BACKGROUND: As severe inflammatory condition, acute lung injury (ALI) can progress to acute respiratory distress syndrome (ARDS), for which no effective therapy has been reported. Inosine, a bioactive nucleoside derived from Dioscorea opposita thunb., exhibits anti-inflammatory and immunoregulatory performances, while its therapeutic potential and mechanisms in ALI remain unclear. PURPOSE: To clarify the protective effects of inosine in LPS-induced ALI and the underlying molecular mechanisms by metabolomics, transcriptomics, and in vitro and in vivo tests. METHODS: A murine ALI model was induced via intratracheal LPS administration, followed by inosine treatment. Pulmonary function, inflammatory cytokines, macrophage polarization, and metabolic and transcriptomic changes were evaluated. Clodronate liposomes were used to deplete pulmonary macrophages and assess their role in the functioning of inosine. LPS-treated 16HBE cells and immune cell co-cultures were employed to examine apoptosis, cytokine levels, and TLR4 signaling. RESULTS: Treatment with inosine led to significantly attenuated lung injury, improved pulmonary function, and reduced levels of IL-1ß, IL-6, IL-18 and TNF-α. Specifically, inosine promoted M1-to-M2 macrophage polarization, thereby enhancing anti-inflammatory responses.
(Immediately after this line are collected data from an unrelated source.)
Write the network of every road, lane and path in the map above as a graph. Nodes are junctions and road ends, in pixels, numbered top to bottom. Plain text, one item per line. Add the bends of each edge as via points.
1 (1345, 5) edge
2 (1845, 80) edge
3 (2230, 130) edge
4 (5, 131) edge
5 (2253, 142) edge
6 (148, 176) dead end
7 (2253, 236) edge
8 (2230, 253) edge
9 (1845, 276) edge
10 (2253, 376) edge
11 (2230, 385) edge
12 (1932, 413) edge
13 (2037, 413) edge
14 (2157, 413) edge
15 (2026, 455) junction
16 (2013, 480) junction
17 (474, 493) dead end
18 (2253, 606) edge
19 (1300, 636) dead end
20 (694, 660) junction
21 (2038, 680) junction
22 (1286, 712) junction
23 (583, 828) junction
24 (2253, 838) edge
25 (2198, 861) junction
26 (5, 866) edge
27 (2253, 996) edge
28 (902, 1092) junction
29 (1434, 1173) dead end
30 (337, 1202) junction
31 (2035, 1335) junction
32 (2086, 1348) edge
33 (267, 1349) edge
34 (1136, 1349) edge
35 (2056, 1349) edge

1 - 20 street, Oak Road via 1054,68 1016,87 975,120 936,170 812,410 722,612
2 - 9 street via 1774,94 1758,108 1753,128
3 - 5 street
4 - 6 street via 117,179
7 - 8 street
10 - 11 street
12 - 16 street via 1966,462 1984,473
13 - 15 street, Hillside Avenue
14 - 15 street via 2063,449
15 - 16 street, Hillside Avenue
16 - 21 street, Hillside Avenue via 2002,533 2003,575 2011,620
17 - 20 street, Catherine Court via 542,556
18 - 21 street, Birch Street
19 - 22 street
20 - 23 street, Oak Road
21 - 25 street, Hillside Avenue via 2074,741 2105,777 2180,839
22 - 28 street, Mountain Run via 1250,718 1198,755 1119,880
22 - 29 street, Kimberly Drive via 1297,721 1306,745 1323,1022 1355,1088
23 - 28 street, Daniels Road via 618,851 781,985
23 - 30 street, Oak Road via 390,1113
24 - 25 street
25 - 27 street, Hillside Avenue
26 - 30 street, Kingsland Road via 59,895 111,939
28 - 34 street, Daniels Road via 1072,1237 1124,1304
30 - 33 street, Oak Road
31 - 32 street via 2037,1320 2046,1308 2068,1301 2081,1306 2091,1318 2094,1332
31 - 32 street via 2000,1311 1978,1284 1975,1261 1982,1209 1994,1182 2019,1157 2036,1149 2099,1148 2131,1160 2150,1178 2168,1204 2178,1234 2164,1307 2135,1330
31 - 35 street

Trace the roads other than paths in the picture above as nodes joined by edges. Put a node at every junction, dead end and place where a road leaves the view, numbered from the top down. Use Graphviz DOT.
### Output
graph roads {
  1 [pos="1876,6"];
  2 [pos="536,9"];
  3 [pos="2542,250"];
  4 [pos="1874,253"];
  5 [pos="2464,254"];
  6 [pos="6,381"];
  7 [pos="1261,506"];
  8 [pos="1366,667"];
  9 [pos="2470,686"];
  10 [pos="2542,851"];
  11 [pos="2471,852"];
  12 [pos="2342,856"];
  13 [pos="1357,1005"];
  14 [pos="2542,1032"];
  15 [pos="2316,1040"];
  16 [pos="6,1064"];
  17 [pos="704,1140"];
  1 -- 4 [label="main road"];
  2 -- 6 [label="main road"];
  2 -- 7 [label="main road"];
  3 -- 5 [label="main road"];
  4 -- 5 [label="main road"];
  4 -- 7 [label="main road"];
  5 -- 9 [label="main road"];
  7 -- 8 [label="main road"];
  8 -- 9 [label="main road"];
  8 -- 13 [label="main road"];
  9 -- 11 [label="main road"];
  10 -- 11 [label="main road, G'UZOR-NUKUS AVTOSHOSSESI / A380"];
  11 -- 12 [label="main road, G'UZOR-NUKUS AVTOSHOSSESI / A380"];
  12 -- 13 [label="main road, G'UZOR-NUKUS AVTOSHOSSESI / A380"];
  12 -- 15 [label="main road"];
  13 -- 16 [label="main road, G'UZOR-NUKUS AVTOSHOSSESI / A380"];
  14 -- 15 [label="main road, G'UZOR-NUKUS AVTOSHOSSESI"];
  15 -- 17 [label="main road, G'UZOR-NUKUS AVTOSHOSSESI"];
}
Clodronate liposome depletion led to degradation of protective effects of inosine, indicating a key role of macrophages. Metabolomics analysis revealed that treatment with inosine restored glycolysis, lipid metabolism, and amino acid homeostasis, while transcriptomics analysis showed downregulation of TLR4/NF-κB, PI3K-Akt, and NOD-like receptor pathways, with upregulation of anti-inflammatory genes.In vitro tests indicated that treatment with inosine led to decreased apoptosis rate of LPS-induced 16HBE cells, decreased levels of inflammatory cytokines, and inhibited TLR4 activation, and such effects were enhanced by TLR4 inhibitor TAK-242. SPR analysis confirmed that inosine can inhibit signaling of TLR4 via direct binding. CONCLUSION: Inosine shows protective effects against ALI as it may regulate TLR4 signaling to modulate macrophage polarization, metabolic homeostasis, and inflammatory responses. This study comprehensively integrate multi-omics analysis and functional assays to reveal the direct interaction between inosine and TLR4 for the first time, and provides insights into its anti-inflammatory and immunoregulatory mechanisms.